Don’t you play fast and loose with our goddamn hearts, John Tavares

and wear your helmet correctly, jesus

Johnathon, you are probably feeling pretty good right now. Every team from Tampa to Toronto is on your doorstep, kissing your feet, replacing your tap water with champagne and trying their darndest to shove millions of dollars into your soft, unnaturally nimble hands. You’re finally the big cheese round these parts, and you should be glad about that! After having the Art Ross trophy yanked out from under you, year after year of playoff disappointments, and moving to a home arena arena that literally can’t keep its ice frozen, the world is finally giving you your due. No one is deluding themselves into thinking there aren’t greener pastures out there. You are overworked and under appreciated here, we get that. It makes all too much sense, really.

Now that we got the logic out of the way, let’s get emotional; this diplomatic uncommitted silence is bullshit, John.

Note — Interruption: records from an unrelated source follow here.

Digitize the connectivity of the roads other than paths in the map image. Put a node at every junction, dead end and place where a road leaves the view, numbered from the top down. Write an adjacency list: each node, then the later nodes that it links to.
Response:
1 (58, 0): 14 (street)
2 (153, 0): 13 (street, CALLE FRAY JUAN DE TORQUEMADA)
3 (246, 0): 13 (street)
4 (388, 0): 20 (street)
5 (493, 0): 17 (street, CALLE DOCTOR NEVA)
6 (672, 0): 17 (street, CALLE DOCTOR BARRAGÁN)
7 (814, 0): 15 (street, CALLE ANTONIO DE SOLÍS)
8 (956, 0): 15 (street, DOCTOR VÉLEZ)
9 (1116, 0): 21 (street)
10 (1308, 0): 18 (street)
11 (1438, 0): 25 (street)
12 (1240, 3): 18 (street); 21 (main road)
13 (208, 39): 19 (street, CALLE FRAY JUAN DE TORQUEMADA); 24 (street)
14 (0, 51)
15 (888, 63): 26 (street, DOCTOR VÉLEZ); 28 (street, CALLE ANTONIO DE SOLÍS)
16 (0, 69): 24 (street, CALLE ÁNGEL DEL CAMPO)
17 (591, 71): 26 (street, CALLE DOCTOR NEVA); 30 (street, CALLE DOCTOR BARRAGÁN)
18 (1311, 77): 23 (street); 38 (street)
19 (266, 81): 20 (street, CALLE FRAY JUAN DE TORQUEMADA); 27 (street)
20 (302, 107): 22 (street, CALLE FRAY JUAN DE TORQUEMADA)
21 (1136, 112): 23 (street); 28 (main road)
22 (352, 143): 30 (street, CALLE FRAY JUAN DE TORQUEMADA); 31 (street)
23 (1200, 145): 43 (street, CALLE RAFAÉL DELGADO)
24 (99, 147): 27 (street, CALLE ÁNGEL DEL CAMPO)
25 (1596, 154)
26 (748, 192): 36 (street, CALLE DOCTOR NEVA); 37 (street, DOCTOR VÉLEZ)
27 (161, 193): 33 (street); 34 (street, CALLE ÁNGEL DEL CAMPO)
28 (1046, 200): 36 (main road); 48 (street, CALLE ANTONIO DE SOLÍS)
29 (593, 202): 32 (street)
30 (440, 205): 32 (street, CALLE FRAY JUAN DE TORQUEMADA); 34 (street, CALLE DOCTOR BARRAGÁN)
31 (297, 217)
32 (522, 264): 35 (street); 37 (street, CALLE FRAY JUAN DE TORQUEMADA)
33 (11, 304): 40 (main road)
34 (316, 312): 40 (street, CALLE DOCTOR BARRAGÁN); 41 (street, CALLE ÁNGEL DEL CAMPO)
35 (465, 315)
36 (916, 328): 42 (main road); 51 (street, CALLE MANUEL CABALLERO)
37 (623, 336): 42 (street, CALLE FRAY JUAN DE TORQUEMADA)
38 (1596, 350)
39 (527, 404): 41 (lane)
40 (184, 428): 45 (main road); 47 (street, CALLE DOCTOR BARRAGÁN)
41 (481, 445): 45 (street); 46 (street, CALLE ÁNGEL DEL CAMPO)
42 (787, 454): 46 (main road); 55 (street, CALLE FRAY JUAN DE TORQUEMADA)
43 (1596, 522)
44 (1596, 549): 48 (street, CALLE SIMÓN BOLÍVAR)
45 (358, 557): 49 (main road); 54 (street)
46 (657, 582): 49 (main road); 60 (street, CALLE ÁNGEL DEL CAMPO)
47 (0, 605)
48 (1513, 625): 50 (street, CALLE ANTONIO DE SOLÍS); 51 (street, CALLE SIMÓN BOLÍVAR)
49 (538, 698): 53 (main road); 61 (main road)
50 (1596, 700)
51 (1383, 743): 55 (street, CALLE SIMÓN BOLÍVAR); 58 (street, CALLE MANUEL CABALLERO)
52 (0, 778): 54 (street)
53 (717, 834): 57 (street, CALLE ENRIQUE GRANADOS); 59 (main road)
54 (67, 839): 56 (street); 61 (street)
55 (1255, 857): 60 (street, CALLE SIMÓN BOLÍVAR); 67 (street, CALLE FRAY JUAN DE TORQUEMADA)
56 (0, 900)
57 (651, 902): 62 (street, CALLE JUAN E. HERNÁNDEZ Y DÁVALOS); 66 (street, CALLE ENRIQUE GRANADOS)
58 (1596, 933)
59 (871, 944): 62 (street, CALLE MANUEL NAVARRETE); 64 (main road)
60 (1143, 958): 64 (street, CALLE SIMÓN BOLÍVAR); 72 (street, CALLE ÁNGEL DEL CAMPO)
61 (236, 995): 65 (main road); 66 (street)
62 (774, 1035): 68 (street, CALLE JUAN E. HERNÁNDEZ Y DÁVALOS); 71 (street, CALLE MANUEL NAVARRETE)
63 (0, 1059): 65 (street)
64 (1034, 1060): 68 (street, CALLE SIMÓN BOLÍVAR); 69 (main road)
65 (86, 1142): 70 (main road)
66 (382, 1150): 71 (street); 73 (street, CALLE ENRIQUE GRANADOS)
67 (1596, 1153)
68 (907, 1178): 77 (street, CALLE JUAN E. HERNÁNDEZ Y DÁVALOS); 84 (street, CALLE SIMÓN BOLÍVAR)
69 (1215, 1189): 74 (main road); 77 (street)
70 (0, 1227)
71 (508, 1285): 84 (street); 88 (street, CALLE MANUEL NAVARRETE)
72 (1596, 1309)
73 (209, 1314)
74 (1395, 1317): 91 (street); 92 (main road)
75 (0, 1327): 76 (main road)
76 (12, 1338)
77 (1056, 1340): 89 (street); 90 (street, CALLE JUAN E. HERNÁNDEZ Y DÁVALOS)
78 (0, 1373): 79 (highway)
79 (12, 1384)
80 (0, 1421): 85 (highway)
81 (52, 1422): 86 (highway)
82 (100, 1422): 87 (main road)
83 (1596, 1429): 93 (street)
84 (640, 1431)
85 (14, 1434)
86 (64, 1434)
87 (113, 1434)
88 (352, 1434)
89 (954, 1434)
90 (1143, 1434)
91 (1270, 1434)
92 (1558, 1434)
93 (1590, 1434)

New York, as a place to live, is bad enough. It smells like garbage the instant it gets above 70 degrees. The subway doesn’t work, full stop. We sleep in closets and generally pay 1/2 of our income to do so. We have all been waiting for this franchise to stop eating from the fucking paint bucket for the better part of 20 years; for some reprieve, some relief from this garbage city. And it was almost completely hopeless until one person single handedly managed to knock the can away from Garth Snow’s mouth. As of right now, there is a legitimate reason to make the trek to the multi-billion dollar nightmare that is the Barclays Center; For the time being, there is at least one player worth watching even when the rest of the team is playing like an overpaid AHL squad. And we the people have invested too much hope and too many tears into you and this stupid team to be stonewalled by this particular player, Johnathon.

So, if you’ve set your mind on elsewhere already there is nothing more to be done; we begin steeling up for the next 20 years of trash. If you are going to stay, then I can hold off hurling my bobblehead into the east river for one more contract. The point is you need to say literally anything. The truth hurts, John; If we are going to hate you, then we are going to hate you. All that’s left to do is to stop dragging our hearts up and down Flatbush Ave. It’s not hard. It’s not unreasonable. It’s just common courtesy man.